A series of three mathematical procedures is derived to discriminate the light absorption by phytoplankton, colored dissolved organic matter, and nonpigmented particulates in waters in which absorption is dominated by factors other than phytoplankton (i.e., case 2 waters). The procedures utilize normalized absorption cross-sectional spectra of the absorption components and matrix inversion to solve for the coefficients that scale the normalized spectra. The procedures differ in the amount of ancillary measurements incorporated to reduce the variability of the estimates. The procedure that incorporates no ancillary information is expected to be unbiased only over long time periods.
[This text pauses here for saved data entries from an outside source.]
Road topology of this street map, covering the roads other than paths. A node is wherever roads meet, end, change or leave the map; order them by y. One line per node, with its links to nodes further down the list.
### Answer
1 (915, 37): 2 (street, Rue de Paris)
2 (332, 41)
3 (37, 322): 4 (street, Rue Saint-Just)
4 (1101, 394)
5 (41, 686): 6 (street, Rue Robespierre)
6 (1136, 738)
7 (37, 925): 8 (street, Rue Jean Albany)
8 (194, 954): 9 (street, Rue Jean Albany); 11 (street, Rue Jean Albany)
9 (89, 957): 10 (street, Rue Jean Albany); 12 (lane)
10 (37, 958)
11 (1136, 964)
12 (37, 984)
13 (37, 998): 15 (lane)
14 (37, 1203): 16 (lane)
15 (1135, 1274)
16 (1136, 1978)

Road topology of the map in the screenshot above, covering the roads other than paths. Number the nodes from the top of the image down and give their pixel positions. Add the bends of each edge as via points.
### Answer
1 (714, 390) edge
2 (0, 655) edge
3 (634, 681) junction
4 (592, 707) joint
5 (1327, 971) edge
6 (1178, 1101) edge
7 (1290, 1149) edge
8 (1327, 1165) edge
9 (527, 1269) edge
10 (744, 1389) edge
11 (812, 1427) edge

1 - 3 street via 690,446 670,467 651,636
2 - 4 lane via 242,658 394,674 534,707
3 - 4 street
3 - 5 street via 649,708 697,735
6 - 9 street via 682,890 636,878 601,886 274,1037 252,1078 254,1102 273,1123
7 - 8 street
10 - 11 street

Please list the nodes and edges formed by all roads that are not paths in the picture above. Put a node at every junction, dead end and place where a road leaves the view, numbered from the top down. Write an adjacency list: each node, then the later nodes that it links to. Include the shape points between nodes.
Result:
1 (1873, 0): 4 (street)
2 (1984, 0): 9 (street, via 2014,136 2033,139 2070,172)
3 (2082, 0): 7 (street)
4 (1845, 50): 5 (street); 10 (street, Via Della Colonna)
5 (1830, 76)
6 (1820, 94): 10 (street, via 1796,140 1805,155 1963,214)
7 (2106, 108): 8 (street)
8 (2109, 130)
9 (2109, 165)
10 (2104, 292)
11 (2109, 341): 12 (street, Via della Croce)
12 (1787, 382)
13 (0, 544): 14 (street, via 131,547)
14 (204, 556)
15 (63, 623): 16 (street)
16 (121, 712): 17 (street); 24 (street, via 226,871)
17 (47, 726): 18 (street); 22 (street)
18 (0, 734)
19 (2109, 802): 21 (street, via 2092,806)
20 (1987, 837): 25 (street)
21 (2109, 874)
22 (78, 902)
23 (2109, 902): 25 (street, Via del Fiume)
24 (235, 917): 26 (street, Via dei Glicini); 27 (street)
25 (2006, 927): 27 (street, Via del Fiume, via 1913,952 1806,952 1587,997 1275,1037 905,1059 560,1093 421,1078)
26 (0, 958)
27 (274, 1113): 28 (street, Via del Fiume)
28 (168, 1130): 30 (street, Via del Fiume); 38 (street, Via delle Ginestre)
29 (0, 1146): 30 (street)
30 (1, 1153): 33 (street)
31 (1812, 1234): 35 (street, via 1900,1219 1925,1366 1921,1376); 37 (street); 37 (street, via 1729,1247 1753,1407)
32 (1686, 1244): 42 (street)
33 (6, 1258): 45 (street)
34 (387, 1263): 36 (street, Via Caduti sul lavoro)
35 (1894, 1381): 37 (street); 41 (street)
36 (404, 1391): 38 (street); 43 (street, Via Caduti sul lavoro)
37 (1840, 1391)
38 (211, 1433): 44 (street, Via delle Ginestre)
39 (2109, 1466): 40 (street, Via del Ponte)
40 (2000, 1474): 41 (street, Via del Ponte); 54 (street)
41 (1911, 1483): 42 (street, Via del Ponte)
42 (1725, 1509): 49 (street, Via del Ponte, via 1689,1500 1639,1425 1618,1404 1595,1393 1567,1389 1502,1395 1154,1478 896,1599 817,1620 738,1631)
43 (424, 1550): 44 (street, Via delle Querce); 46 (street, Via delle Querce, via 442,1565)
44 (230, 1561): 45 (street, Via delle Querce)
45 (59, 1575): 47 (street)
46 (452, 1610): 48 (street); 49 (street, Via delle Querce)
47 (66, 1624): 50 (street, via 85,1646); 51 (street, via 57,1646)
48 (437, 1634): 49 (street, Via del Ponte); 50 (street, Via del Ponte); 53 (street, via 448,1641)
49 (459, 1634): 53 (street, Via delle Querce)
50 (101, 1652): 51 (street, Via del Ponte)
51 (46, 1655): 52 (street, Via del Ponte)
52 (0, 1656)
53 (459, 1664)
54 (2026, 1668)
Application of the procedures to a 15-day time series of continuously monitored data from the Rhode River, Maryland, revealed the presence of large (approximately twofold) changes in absorption at 440 nm over periods of a few hours. Hourly sampling over a 24-h period confirmed that the changes in measured optical coefficients corresponded to changes in water quality. Errors in estimates of absorption components were of a magnitude consistent with those observed in development of the procedures and confirmed the progressive improvement achieved by incorporation of additional information. Over the time period observed, changes in optical properties appeared to be driven by advective processes.
© 2002 Optical Society of America
[Optical Society of America ]
(010.4450) Atmospheric and oceanic optics : Oceanic optics
Charles L. Gallegos and Patrick J. Neale, "Partitioning Spectral Absorption in Case 2 Waters: Discrimination of Dissolved and Particulate Components," Appl. Opt. 41, 4220-4233 (2002)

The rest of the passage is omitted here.